Provided records.
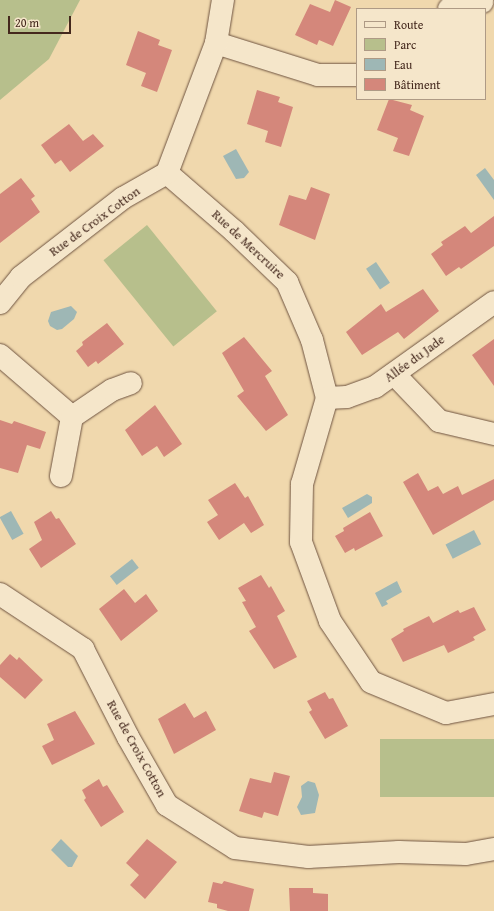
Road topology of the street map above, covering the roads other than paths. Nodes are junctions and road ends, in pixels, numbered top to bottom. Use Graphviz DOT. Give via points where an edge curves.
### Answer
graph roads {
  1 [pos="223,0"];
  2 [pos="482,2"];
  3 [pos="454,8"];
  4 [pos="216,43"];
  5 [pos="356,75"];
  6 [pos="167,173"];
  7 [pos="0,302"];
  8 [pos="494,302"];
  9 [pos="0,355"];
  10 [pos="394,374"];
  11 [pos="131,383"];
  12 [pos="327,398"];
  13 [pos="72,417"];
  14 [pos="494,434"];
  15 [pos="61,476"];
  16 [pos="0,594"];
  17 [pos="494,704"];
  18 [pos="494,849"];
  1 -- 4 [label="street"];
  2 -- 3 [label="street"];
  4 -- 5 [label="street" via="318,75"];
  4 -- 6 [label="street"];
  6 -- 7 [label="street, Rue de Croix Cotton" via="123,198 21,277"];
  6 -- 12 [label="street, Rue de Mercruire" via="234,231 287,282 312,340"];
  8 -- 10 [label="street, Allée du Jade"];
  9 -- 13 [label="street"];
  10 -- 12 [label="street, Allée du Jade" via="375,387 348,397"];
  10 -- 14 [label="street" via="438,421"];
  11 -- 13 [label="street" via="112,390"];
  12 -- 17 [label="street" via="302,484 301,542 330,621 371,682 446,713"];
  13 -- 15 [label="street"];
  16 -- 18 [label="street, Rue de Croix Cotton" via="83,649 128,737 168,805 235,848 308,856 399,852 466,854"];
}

...

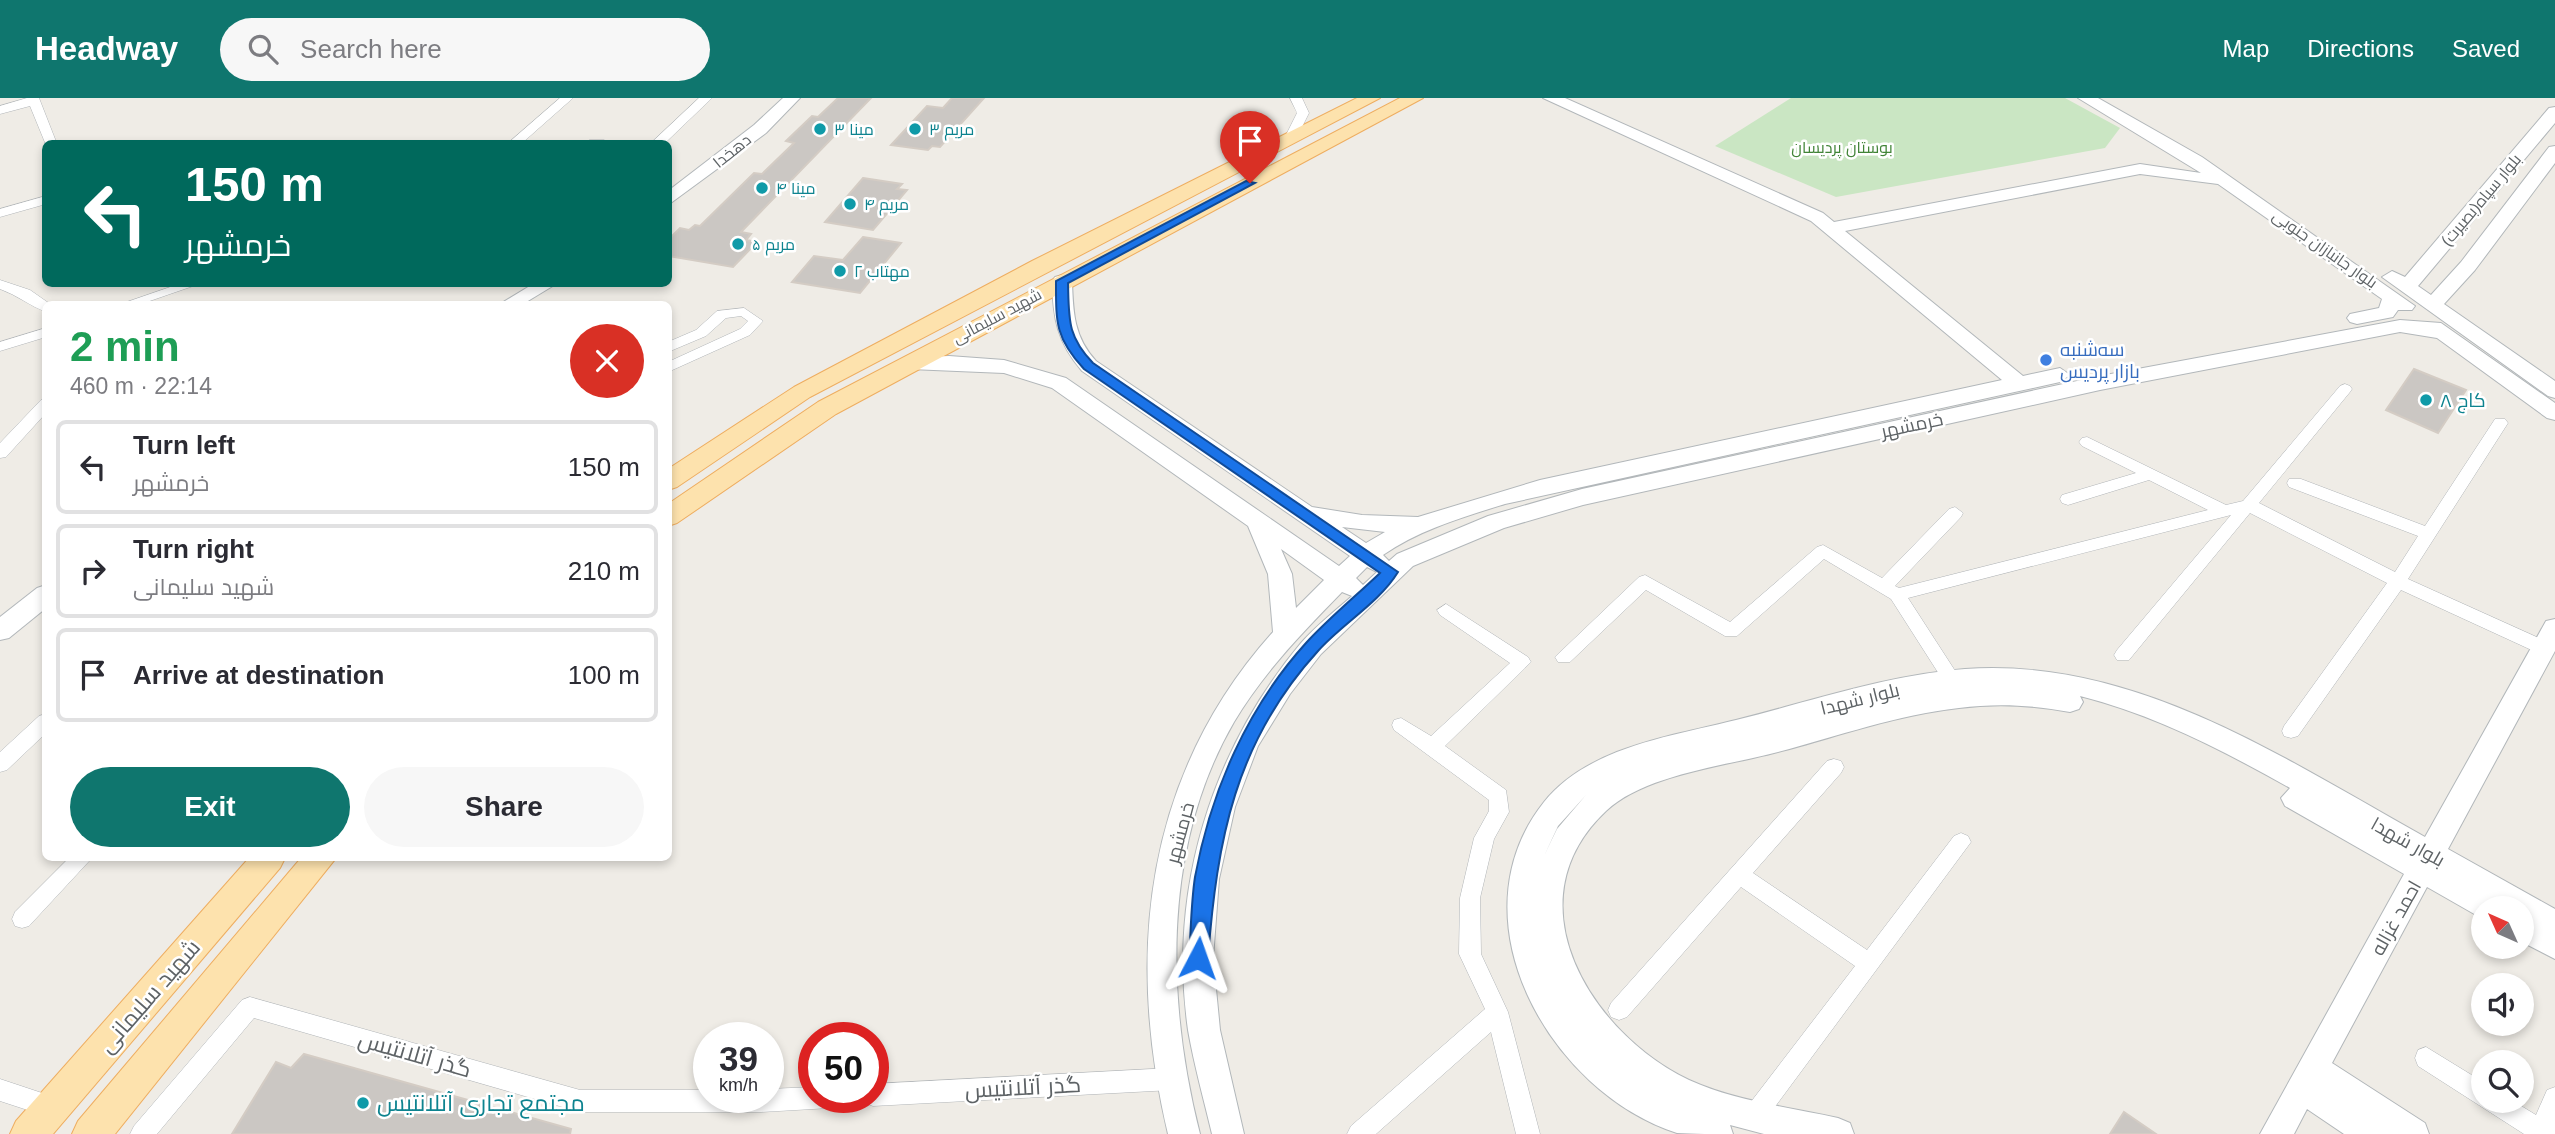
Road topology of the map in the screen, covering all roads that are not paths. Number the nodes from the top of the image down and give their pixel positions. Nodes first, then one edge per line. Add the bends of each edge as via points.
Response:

==

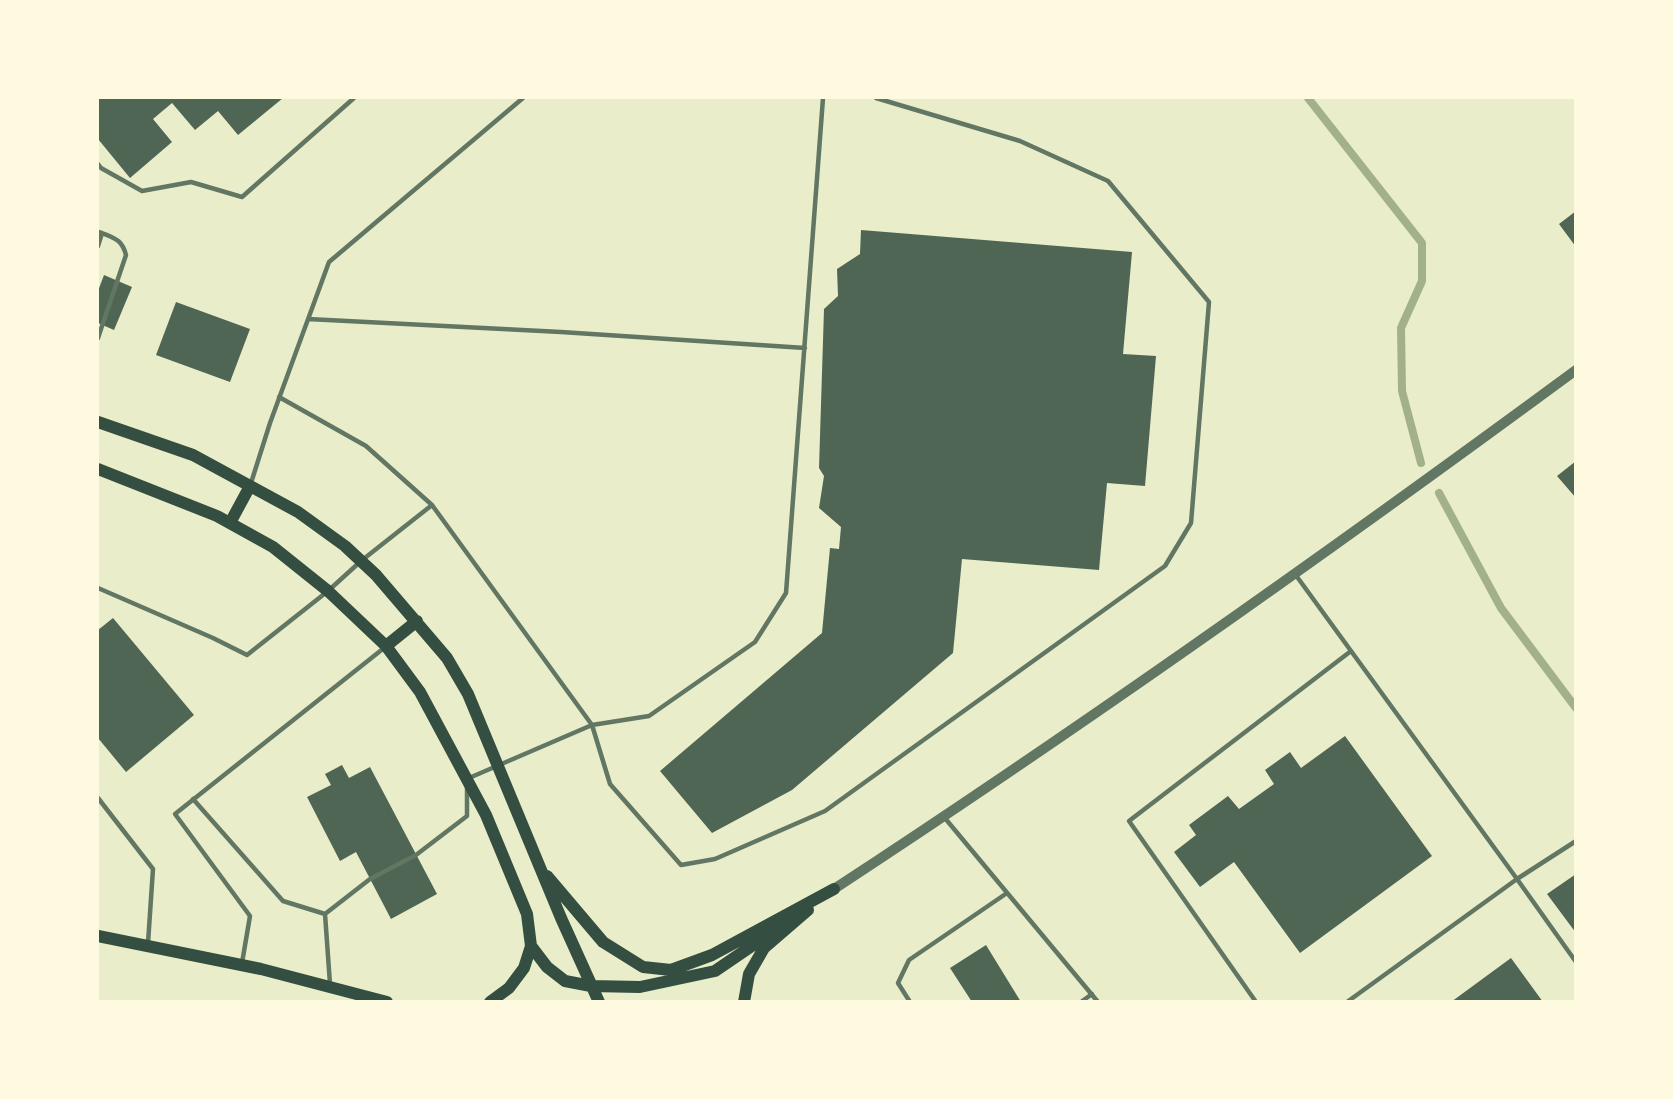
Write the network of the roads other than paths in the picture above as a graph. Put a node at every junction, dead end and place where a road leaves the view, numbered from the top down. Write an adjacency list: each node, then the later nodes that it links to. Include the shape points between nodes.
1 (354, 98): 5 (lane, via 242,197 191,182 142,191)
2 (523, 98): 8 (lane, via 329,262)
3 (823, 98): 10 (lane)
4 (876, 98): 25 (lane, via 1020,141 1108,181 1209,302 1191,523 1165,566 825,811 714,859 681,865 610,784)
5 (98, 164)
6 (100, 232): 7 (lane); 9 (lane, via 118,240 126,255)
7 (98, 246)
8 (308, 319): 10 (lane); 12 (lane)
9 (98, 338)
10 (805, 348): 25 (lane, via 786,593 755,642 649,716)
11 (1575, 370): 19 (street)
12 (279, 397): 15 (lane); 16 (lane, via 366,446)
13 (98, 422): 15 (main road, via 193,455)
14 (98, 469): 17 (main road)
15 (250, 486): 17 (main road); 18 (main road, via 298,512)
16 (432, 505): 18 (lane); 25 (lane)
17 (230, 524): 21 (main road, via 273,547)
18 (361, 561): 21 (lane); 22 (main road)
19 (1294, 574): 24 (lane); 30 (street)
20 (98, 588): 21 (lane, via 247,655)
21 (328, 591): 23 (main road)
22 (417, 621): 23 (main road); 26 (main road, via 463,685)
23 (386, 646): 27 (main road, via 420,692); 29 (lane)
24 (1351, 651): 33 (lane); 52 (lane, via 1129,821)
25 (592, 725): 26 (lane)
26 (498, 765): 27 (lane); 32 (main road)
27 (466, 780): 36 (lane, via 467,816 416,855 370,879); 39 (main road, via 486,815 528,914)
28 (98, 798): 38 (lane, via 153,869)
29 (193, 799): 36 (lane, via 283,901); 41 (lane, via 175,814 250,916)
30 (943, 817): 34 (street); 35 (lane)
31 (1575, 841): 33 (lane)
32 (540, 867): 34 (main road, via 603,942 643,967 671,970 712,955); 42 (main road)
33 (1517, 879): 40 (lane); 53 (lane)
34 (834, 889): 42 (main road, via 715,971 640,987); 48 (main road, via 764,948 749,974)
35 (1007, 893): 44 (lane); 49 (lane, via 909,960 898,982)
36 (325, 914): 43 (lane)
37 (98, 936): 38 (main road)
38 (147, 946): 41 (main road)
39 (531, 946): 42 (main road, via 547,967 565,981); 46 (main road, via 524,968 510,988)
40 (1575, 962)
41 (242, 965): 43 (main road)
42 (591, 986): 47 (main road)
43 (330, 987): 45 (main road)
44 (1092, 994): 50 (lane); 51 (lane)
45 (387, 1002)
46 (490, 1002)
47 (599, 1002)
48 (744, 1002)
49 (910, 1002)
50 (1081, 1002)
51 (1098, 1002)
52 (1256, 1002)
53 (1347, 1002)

Problem to solve.
Go line by line through the entries above and tally those that hold the word "covering"; give the tally alone.

Result below.
2